Say what??? You don't know? You don't have a reference point or citation for what you are publishing as a fact? Come on folks!!! Now I know that this doesn't directly affect this particular Mayflower Howland line from Mary Angel to Cousin Dan, but one would think that if you don't know who her actual grandparents were you might not want to publish without citations that you did? Hello? Disclaimer anyone?

Given this, I decided to dig a little further into that particular page of the Silver Book. What I discovered was that the "body of facts" regarding the marriage of Mary Angel (and her husband therein called "Jonathan") was only noted as having "not been found." What was odd though, is that this "non-information about Mary's "non-marriage" to a Jonathan Comstock appeared to be constructed through faulty premises.

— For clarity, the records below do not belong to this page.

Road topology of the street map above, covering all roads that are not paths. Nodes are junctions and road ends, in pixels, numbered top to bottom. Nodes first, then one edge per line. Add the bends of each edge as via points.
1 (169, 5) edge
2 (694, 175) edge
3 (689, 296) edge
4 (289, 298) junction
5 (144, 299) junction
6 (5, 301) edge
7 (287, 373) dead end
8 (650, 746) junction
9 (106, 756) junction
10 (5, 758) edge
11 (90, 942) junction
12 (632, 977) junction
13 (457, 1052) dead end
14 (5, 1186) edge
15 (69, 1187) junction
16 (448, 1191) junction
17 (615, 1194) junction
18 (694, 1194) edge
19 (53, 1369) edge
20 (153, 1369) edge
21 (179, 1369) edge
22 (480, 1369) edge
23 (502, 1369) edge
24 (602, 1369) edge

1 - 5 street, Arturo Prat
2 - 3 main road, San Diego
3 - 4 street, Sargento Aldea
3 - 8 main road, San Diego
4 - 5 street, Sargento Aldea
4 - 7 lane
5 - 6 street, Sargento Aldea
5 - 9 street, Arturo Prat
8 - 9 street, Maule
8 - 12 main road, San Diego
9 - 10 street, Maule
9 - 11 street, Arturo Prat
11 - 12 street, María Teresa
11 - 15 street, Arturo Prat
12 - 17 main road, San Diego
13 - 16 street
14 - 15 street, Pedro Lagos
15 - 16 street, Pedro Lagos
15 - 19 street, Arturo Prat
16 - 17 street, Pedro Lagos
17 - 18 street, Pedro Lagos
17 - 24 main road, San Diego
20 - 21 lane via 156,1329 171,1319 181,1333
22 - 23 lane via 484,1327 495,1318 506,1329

What "information" there was in the Silver Book for her (and her alleged husband Jonathan) had been constructed around people who have been blended together - as if they were one and the same person.

It is my contention that the information about Mary Angel has been convoluted and borrowed from bad genealogies and again repeated in the Howland book. One of these faulty and convoluted "non-positions" is that the Mary Angel in question married Jonathan Comstock in the first place (and not her actual husband Jonathan Church, Jr.). 

I decided to take a look at this:                  


The bottom asterisked paragraph might be read as if the "Jonathan Comstock" mentioned here at Smithfield RI is the same person as the Jonathan Comstock at West Greenwich in both instances. A closer examination of the Angell Comstock genealogies reveals that the Silver Book author has done a poor job of clarifying two separate men. (Jonathan Comstock of Smithfield was deceased by 1784.) Given other errors in each of those genealogies about "Mary Angel" and "Jonathan Comstock" just who are we supposed to believe?

"I wasn't surprised by this. Years ago, Alica Crane Williams highlighted a potential error in the Hopkins Silver Book. While this error was acknowledged, it still appeared in the text of the lineage.

My question is: How can lay genealogists trust genealogical work presented as fact, especially when lineage societies use it to approve or deny applications? We know genealogy is often inaccurate and mistakes happen, but how can societies publish or rely on the information without clear and accessible citations or even acknowledged faulty ones? If something is unknown there is an obligation to publish with that caveat. Further, the average researcher shouldn't have to fork over a great deal of cash just to have someone read between "the lines" of any lineage society application.

Or, is the Mayflower "truth" only subject to how much someone wants to spend?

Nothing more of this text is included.